A future Supreme Court ruling will likely determine whether this test becomes a settled standard or remains confined to overlapping-inventor cases.

3. Policy Implications

For innovators, Risdiplam underscores the need for robust data demonstrating unexpected advantages such as superior efficacy, bioavailability, or stability to justify a new patent.
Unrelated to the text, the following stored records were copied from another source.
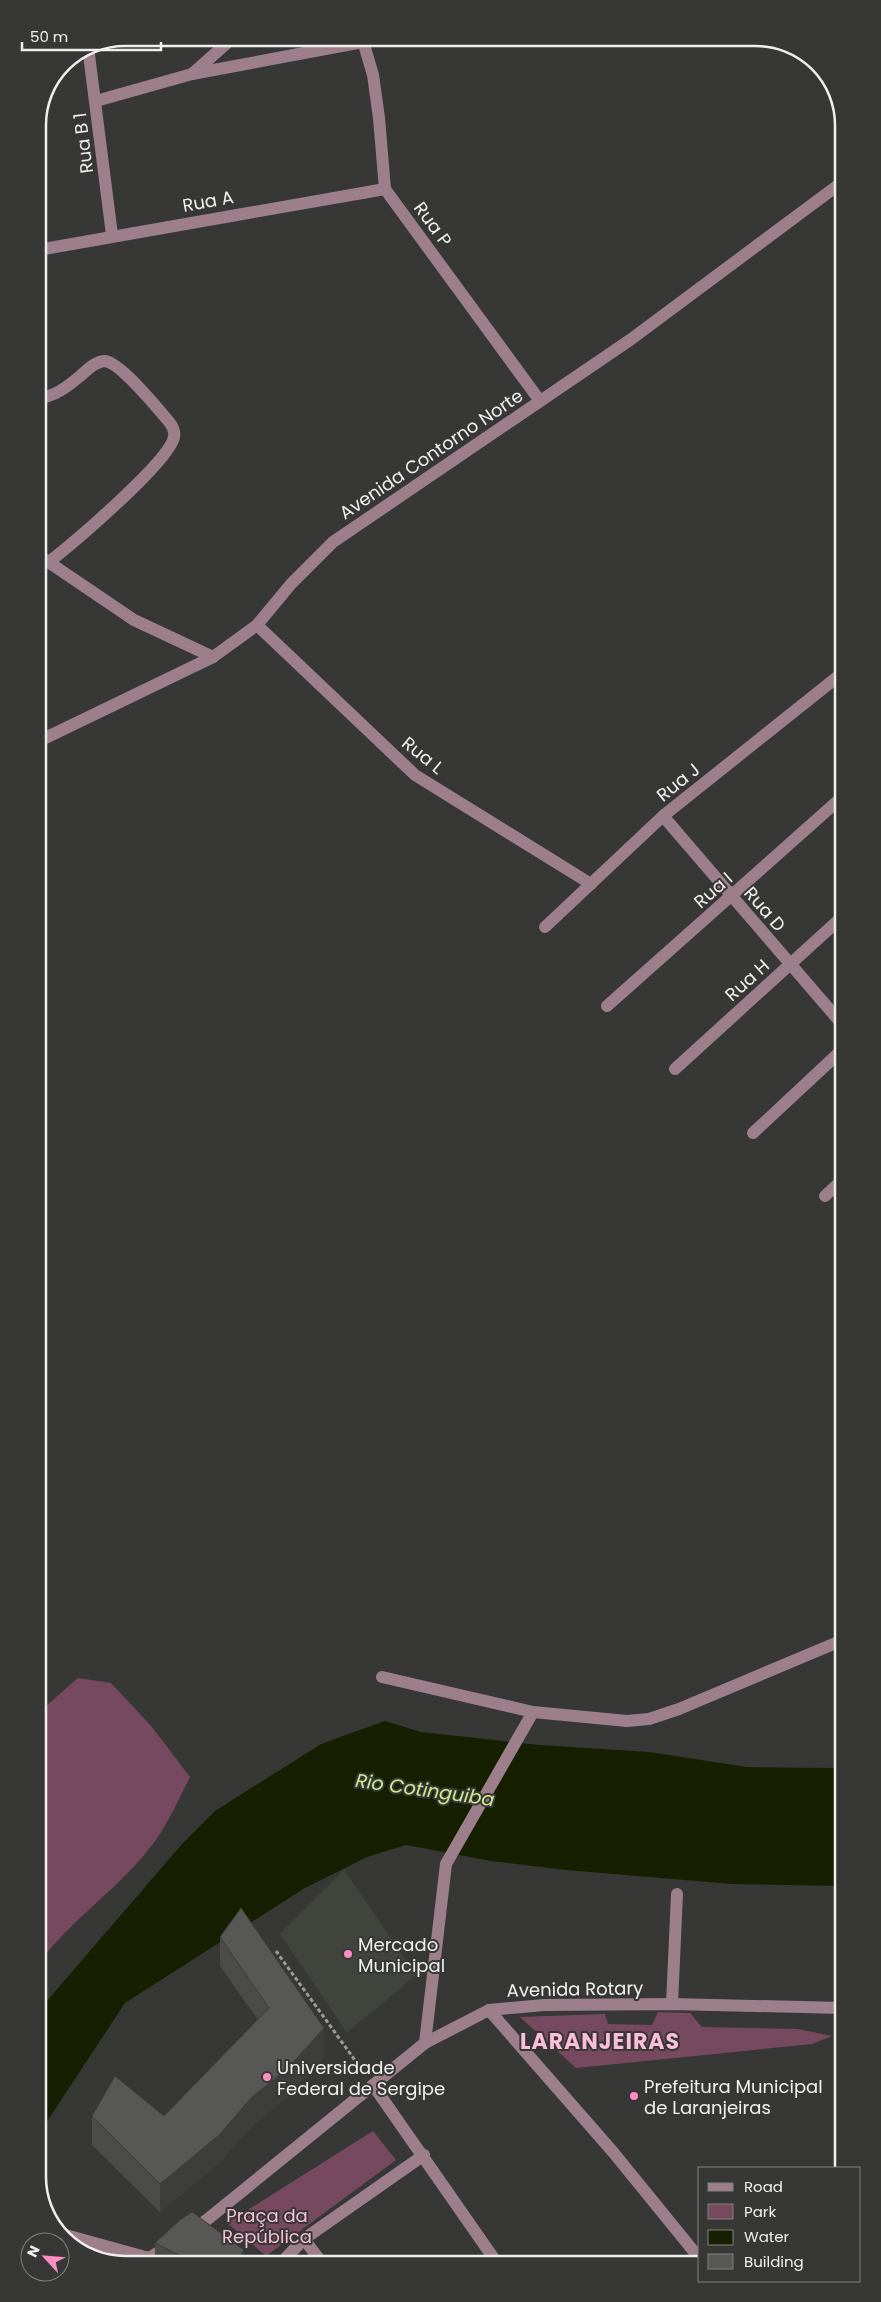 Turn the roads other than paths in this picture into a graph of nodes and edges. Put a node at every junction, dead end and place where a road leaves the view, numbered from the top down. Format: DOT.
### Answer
graph roads {
  1 [pos="223,46"];
  2 [pos="342,46"];
  3 [pos="364,46"];
  4 [pos="89,55"];
  5 [pos="192,74"];
  6 [pos="96,101"];
  7 [pos="835,187"];
  8 [pos="385,189"];
  9 [pos="112,235"];
  10 [pos="46,248"];
  11 [pos="46,395"];
  12 [pos="540,401"];
  13 [pos="46,557"];
  14 [pos="46,559"];
  15 [pos="257,625"];
  16 [pos="213,657"];
  17 [pos="835,679"];
  18 [pos="46,736"];
  19 [pos="835,804"];
  20 [pos="663,816"];
  21 [pos="591,884"];
  22 [pos="731,897"];
  23 [pos="835,923"];
  24 [pos="545,927"];
  25 [pos="790,965"];
  26 [pos="607,1006"];
  27 [pos="835,1016"];
  28 [pos="835,1057"];
  29 [pos="675,1069"];
  30 [pos="753,1133"];
  31 [pos="835,1187"];
  32 [pos="825,1196"];
  33 [pos="835,1643"];
  34 [pos="382,1677"];
  35 [pos="533,1712"];
  36 [pos="676,1894"];
  37 [pos="672,2004"];
  38 [pos="835,2008"];
  39 [pos="489,2010"];
  40 [pos="425,2043"];
  41 [pos="373,2085"];
  42 [pos="424,2155"];
  43 [pos="77,2239"];
  44 [pos="304,2240"];
  45 [pos="130,2256"];
  46 [pos="155,2256"];
  47 [pos="288,2256"];
  48 [pos="317,2256"];
  49 [pos="492,2256"];
  50 [pos="698,2256"];
  1 -- 5 [label="street"];
  2 -- 5 [label="street"];
  3 -- 8 [label="street"];
  4 -- 6 [label="street, Rua B 1"];
  5 -- 6 [label="street"];
  6 -- 9 [label="street, Rua B 1"];
  7 -- 12 [label="street, Avenida Contorno Norte"];
  8 -- 9 [label="street, Rua A"];
  8 -- 12 [label="street, Rua P"];
  9 -- 10 [label="street, Rua A"];
  11 -- 13 [label="street"];
  12 -- 15 [label="street, Avenida Contorno Norte"];
  14 -- 16 [label="street"];
  15 -- 16 [label="street, Avenida Contorno Norte"];
  15 -- 21 [label="street, Rua L"];
  16 -- 18 [label="street, Avenida Contorno Norte"];
  17 -- 20 [label="street, Rua J"];
  19 -- 22 [label="street, Rua I"];
  20 -- 21 [label="street, Rua J"];
  20 -- 22 [label="street, Rua D"];
  21 -- 24 [label="street, Rua J"];
  22 -- 25 [label="street, Rua D"];
  22 -- 26 [label="street, Rua I"];
  23 -- 25 [label="street, Rua H"];
  25 -- 27 [label="street, Rua D"];
  25 -- 29 [label="street, Rua H"];
  28 -- 30 [label="street"];
  31 -- 32 [label="street"];
  33 -- 35 [label="street"];
  34 -- 35 [label="street"];
  35 -- 40 [label="street"];
  36 -- 37 [label="street"];
  37 -- 38 [label="street, Avenida Rotary"];
  37 -- 39 [label="street, Avenida Rotary"];
  39 -- 40 [label="street, Avenida Rotary"];
  39 -- 50 [label="street"];
  40 -- 41 [label="street, Avenida Rotary"];
  41 -- 42 [label="street"];
  41 -- 46 [label="street, Avenida Rotary"];
  42 -- 44 [label="street"];
  42 -- 49 [label="street"];
  43 -- 45 [label="street"];
  44 -- 47 [label="street"];
  44 -- 48 [label="street"];
} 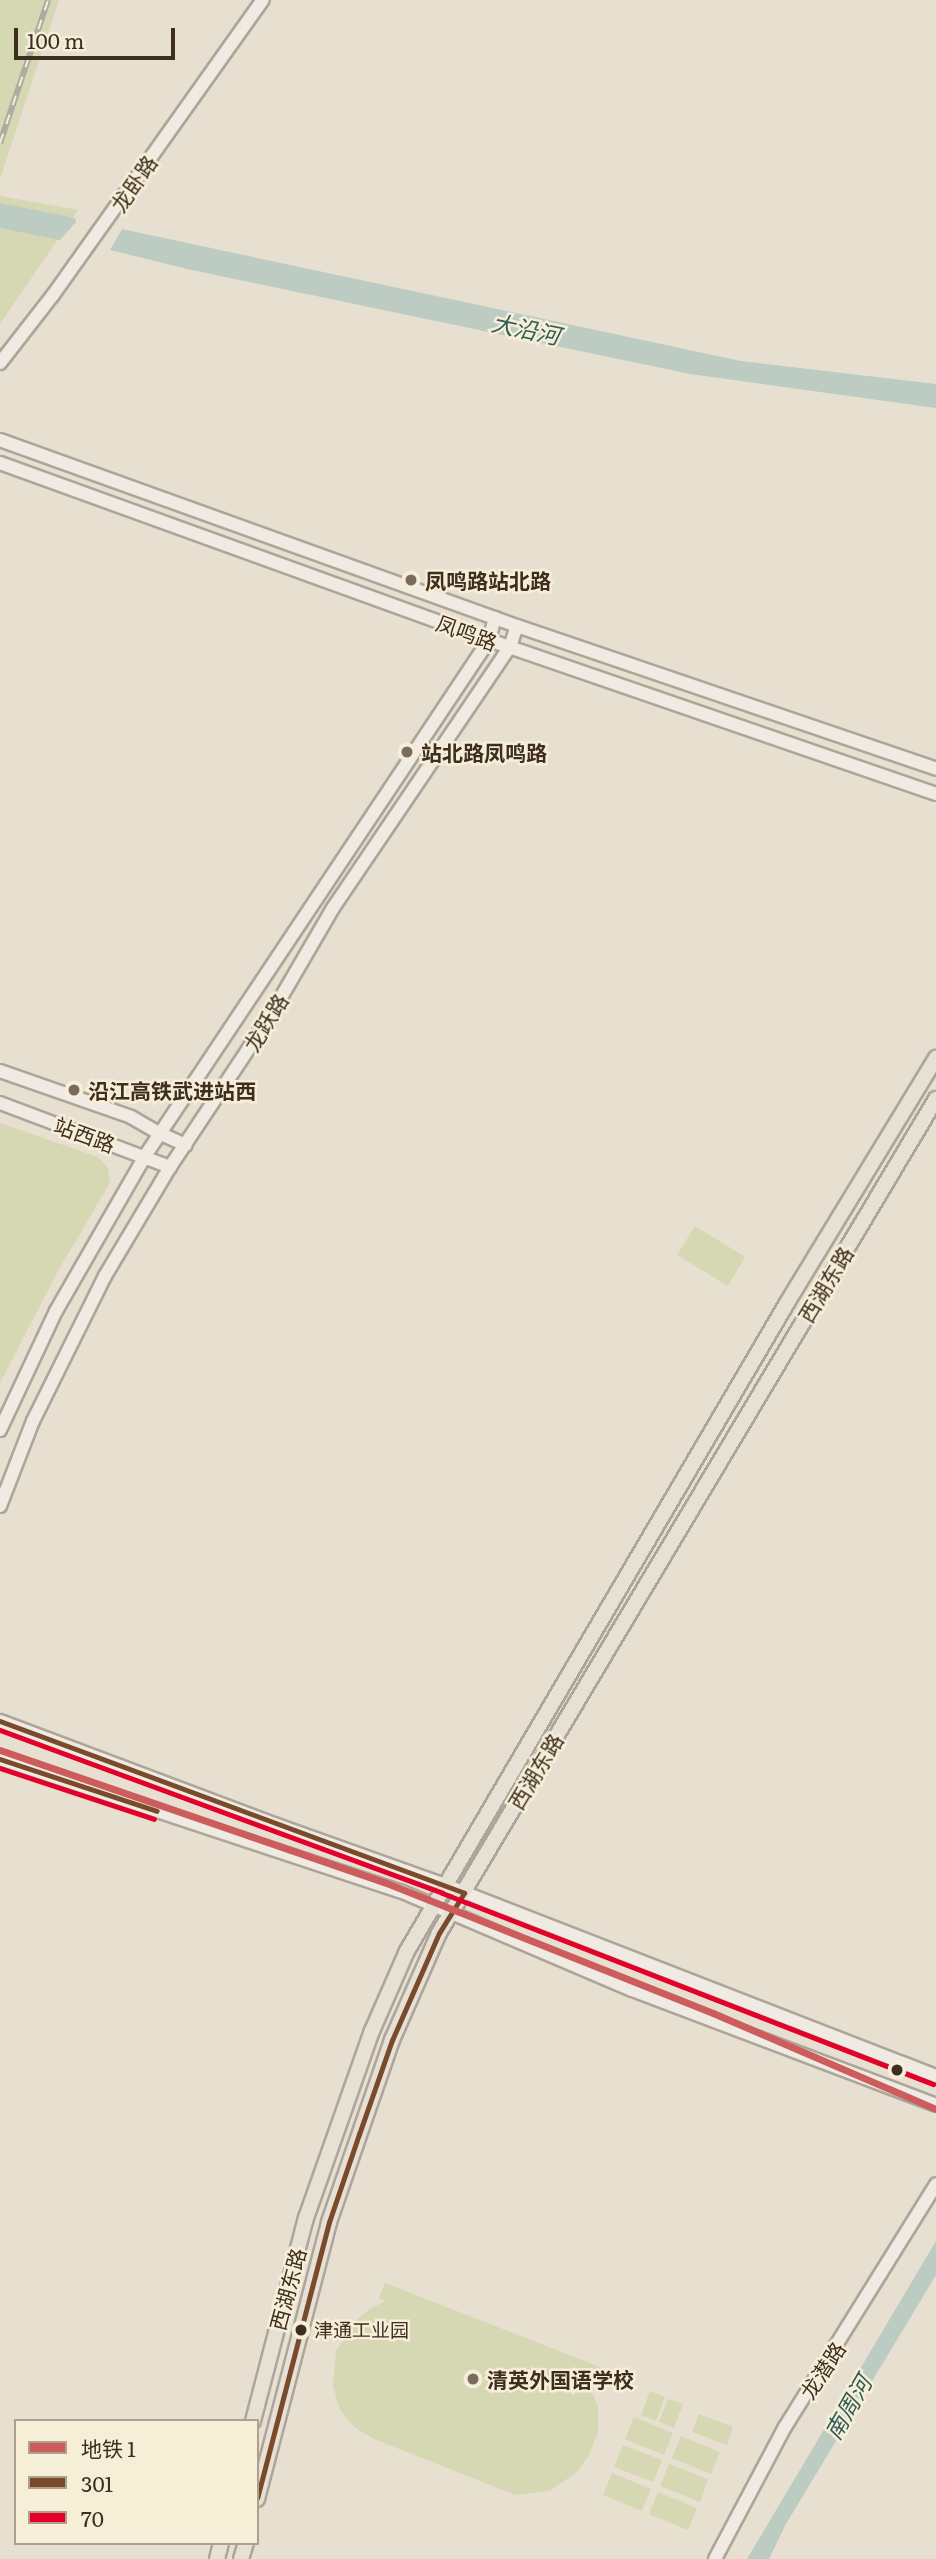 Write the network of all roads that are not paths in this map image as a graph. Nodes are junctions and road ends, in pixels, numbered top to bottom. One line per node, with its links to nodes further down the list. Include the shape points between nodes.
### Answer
1 (263, 0): 2 (street, 龙卧路)
2 (0, 363)
3 (0, 440): 5 (street, 凤鸣路)
4 (0, 463): 7 (street, 凤鸣路)
5 (495, 618): 6 (street, 凤鸣路); 7 (street, 龙跃路)
6 (517, 626): 8 (street, 龙跃路); 9 (street, 凤鸣路)
7 (489, 640): 8 (street, 凤鸣路); 15 (street, 龙跃路)
8 (510, 647): 10 (street, 凤鸣路); 16 (street, 龙跃路, via 333,908 269,1018)
9 (936, 769)
10 (936, 794)
11 (936, 1058): 23 (main road, 西湖东路)
12 (0, 1071): 15 (street, 站西路, via 131,1117)
13 (936, 1099): 24 (main road, 西湖东路)
14 (0, 1104): 17 (street, 站西路)
15 (161, 1135): 16 (street, 站西路); 17 (street, 龙跃路)
16 (186, 1144): 18 (street, 龙跃路)
17 (145, 1156): 18 (street, 站西路); 19 (street, 龙跃路, via 56,1311)
18 (170, 1167): 20 (street, 龙跃路, via 67,1348)
19 (0, 1430)
20 (0, 1506)
21 (0, 1721): 23 (street)
22 (0, 1759): 25 (street, via 327,1864)
23 (445, 1885): 24 (street); 25 (main road, 西湖东路)
24 (464, 1892): 26 (main road, 西湖东路); 27 (street)
25 (432, 1903): 26 (street); 30 (main road, 西湖东路, via 372,2031 332,2141 306,2218)
26 (452, 1911): 28 (street, via 632,1990); 31 (main road, 西湖东路, via 392,2040 329,2221)
27 (936, 2076)
28 (936, 2105)
29 (936, 2184): 32 (street, 龙潜路, via 785,2427)
30 (254, 2419)
31 (259, 2491)
32 (715, 2559)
Companies may also need to structure their R&D and inventorship teams more carefully to avoid internal overlap that could trigger the "person in the know" inference.

For generic firms, the ruling reaffirms the viability of defensive strategies based on prior art, genus disclosure, and public interest arguments.

For policymakers, it may prompt reconsideration of whether explicit statutory guidance on overlapping patent families and selection inventions is needed to ensure both innovation and accessibility.

VI. A Broader Reflection: Law, Innovation, and Access

The Risdiplam decision encapsulates the Indian judiciary's balancing act between two imperatives:

• Preventing unjustified extensions of monopoly that hinder affordable access to essential medicines.

Unlike in some Western jurisdictions, Indian courts have embedded public interest directly into patent enforcement, treating access as an integral part of the patent ecosystem--not a post-grant policy issue. The Risdiplam DB's explicit warning against evergreening "life-saving drugs" continues this normative stance.

• At the same time, the decision raises methodological questions: Can courts coherently apply both objective and subjective standards for inventive step? Could the "person in the know" doctrine lead to inconsistent results? And might it discourage legitimate refinement research by pharma innovators?

These questions await clarification in future cases, perhaps when the Risdiplam matter proceeds to a full trial or reaches the Supreme Court.

VII. Conclusion

The Risdiplam Division Bench judgment is a watershed in India's genus-species jurisprudence. It reaffirms a strong anti-evergreening ethos, embeds public interest firmly within the patent framework, and extends the "person in the know" standard as a tool against repetitive, intra-inventor filings.

While its immediate effect is to make Risdiplam more accessible to SMA patients, its doctrinal implications extend far beyond one drug. Together with Novartis, AstraZeneca, and Dapagliflozin, the decision outlines an increasingly coherent Indian model one that prizes disclosure, transparency, and social welfare as much as inventive ingenuity.

Whether this model finds equilibrium between innovation and access will depend on how courts and policymakers refine the delicate boundary between coverage and disclosure, invention and evergreening, and ultimately, property and public good.